[Start of section]
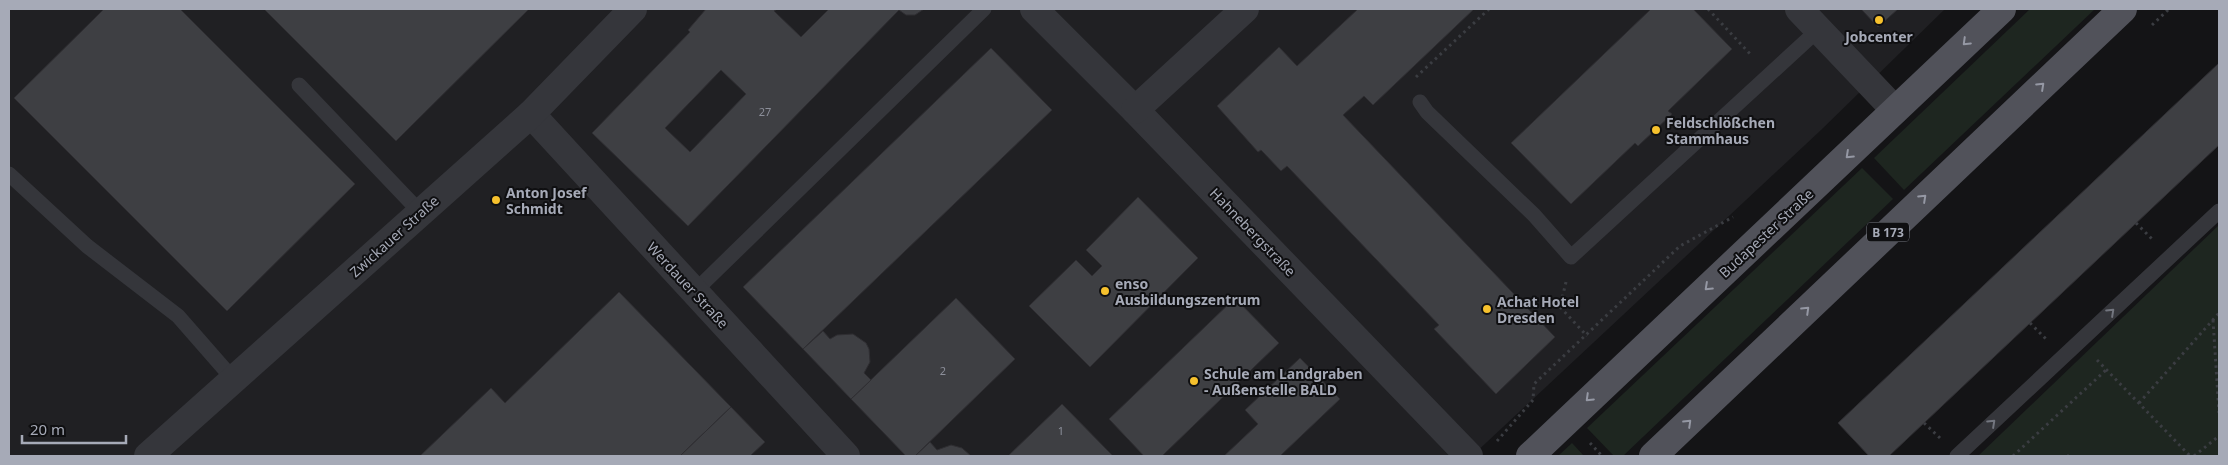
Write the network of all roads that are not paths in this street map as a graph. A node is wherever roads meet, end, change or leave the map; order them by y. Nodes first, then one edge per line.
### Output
1 (633, 9) edge
2 (984, 9) edge
3 (1034, 9) edge
4 (1245, 9) edge
5 (1799, 9) edge
6 (2002, 9) edge
7 (2123, 9) edge
8 (1818, 30) junction
9 (299, 85) dead end
10 (1420, 102) road end
11 (1135, 110) junction
12 (1895, 110) junction
13 (531, 114) junction
14 (9, 174) edge
15 (2219, 211) edge
16 (421, 212) junction
17 (694, 292) junction
18 (234, 380) junction
19 (148, 456) edge
20 (846, 456) edge
21 (1469, 456) edge
22 (1530, 456) edge
23 (1653, 456) edge
24 (1957, 456) edge

1 - 13 street, Zwickauer Straße
2 - 17 lane
3 - 11 street, Hahnebergstraße
4 - 11 street
5 - 8 street
6 -> 12 main road, Budapester Straße
23 -> 7 main road, B 173
8 - 10 lane
8 - 12 street
9 - 16 lane
11 - 21 street, Hahnebergstraße
12 -> 22 main road, Budapester Straße
13 - 16 street, Zwickauer Straße
13 - 17 street, Werdauer Straße
14 - 18 lane
24 -> 15 lane
16 - 18 street, Zwickauer Straße
17 - 20 street, Werdauer Straße
18 - 19 street, Zwickauer Straße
[End of section]
### Task directions:
The pictures in the data should be omitted, and every remaining line set down exactly.

### Solution to this task:
Write the network of all roads that are not paths in this street map as a graph. A node is wherever roads meet, end, change or leave the map; order them by y. Nodes first, then one edge per line.
### Output
1 (633, 9) edge
2 (984, 9) edge
3 (1034, 9) edge
4 (1245, 9) edge
5 (1799, 9) edge
6 (2002, 9) edge
7 (2123, 9) edge
8 (1818, 30) junction
9 (299, 85) dead end
10 (1420, 102) road end
11 (1135, 110) junction
12 (1895, 110) junction
13 (531, 114) junction
14 (9, 174) edge
15 (2219, 211) edge
16 (421, 212) junction
17 (694, 292) junction
18 (234, 380) junction
19 (148, 456) edge
20 (846, 456) edge
21 (1469, 456) edge
22 (1530, 456) edge
23 (1653, 456) edge
24 (1957, 456) edge

1 - 13 street, Zwickauer Straße
2 - 17 lane
3 - 11 street, Hahnebergstraße
4 - 11 street
5 - 8 street
6 -> 12 main road, Budapester Straße
23 -> 7 main road, B 173
8 - 10 lane
8 - 12 street
9 - 16 lane
11 - 21 street, Hahnebergstraße
12 -> 22 main road, Budapester Straße
13 - 16 street, Zwickauer Straße
13 - 17 street, Werdauer Straße
14 - 18 lane
24 -> 15 lane
16 - 18 street, Zwickauer Straße
17 - 20 street, Werdauer Straße
18 - 19 street, Zwickauer Straße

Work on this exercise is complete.